--- Source material Enclosed Below ---

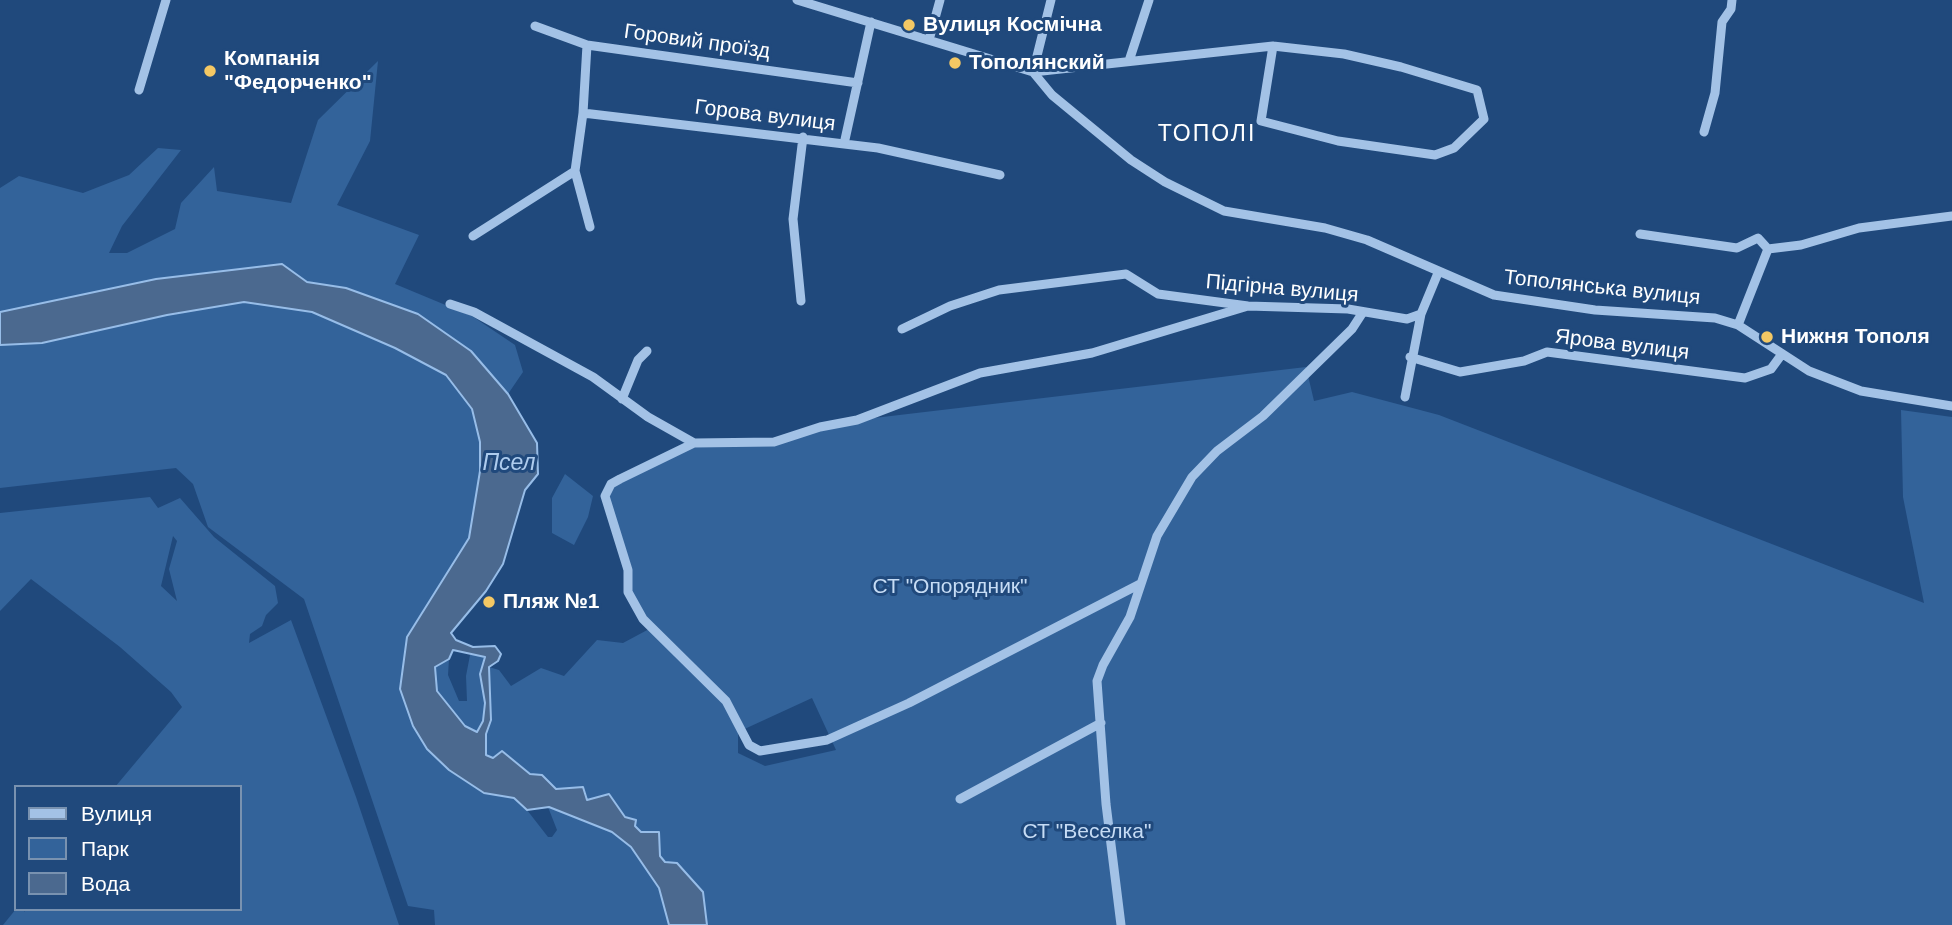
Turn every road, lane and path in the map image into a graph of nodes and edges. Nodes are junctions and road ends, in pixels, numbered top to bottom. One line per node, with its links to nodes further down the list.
1 (166, 0): 15 (street)
2 (797, 0): 7 (street)
3 (940, 0): 9 (street)
4 (1051, 0): 13 (street)
5 (1149, 0): 12 (street)
6 (1731, 5): 17 (street)
7 (871, 22): 9 (street); 14 (street)
8 (535, 26): 10 (street, Горовий проїзд)
9 (929, 40): 13 (street)
10 (587, 45): 14 (street, Горовий проїзд); 16 (street)
11 (1273, 46): 11 (street); 12 (street)
12 (1129, 61): 13 (street)
13 (1033, 72): 27 (street, Тополянська вулиця)
14 (858, 83): 19 (street)
15 (139, 90)
16 (583, 113): 18 (street, Горова вулиця); 20 (street)
17 (1704, 132)
18 (803, 137): 19 (street, Горова вулиця); 28 (street)
19 (844, 144): 21 (street, Горова вулиця)
20 (575, 171): 23 (street); 25 (street)
21 (1000, 175)
22 (1951, 215): 26 (street)
23 (590, 227)
24 (1640, 234): 26 (street)
25 (473, 236)
26 (1768, 249): 33 (street)
27 (1438, 272): 32 (street); 33 (street, Тополянська вулиця)
28 (801, 301)
29 (450, 304): 39 (street)
30 (1248, 306): 31 (street, Підгірна вулиця); 34 (street, Підгірна вулиця); 41 (street)
31 (1363, 312): 32 (street, Підгірна вулиця); 42 (street)
32 (1421, 314): 37 (street)
33 (1738, 325): 36 (street, Тополянська вулиця)
34 (902, 329)
35 (648, 351): 39 (street)
36 (1782, 355): 37 (street, Ярова вулиця); 40 (street, Тополянська вулиця)
37 (1410, 357): 38 (street)
38 (1405, 397)
39 (621, 398): 41 (street)
40 (1952, 406)
41 (694, 443): 42 (street)
42 (1140, 584): 43 (street)
43 (1101, 723): 44 (street); 45 (street)
44 (960, 799)
45 (1121, 925)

--- End of Enclosed Source material ---

▶ _Aim of the task_:
Count the lines above that contain the word "проїзд". Write only the number.

▶ _Reply_:
2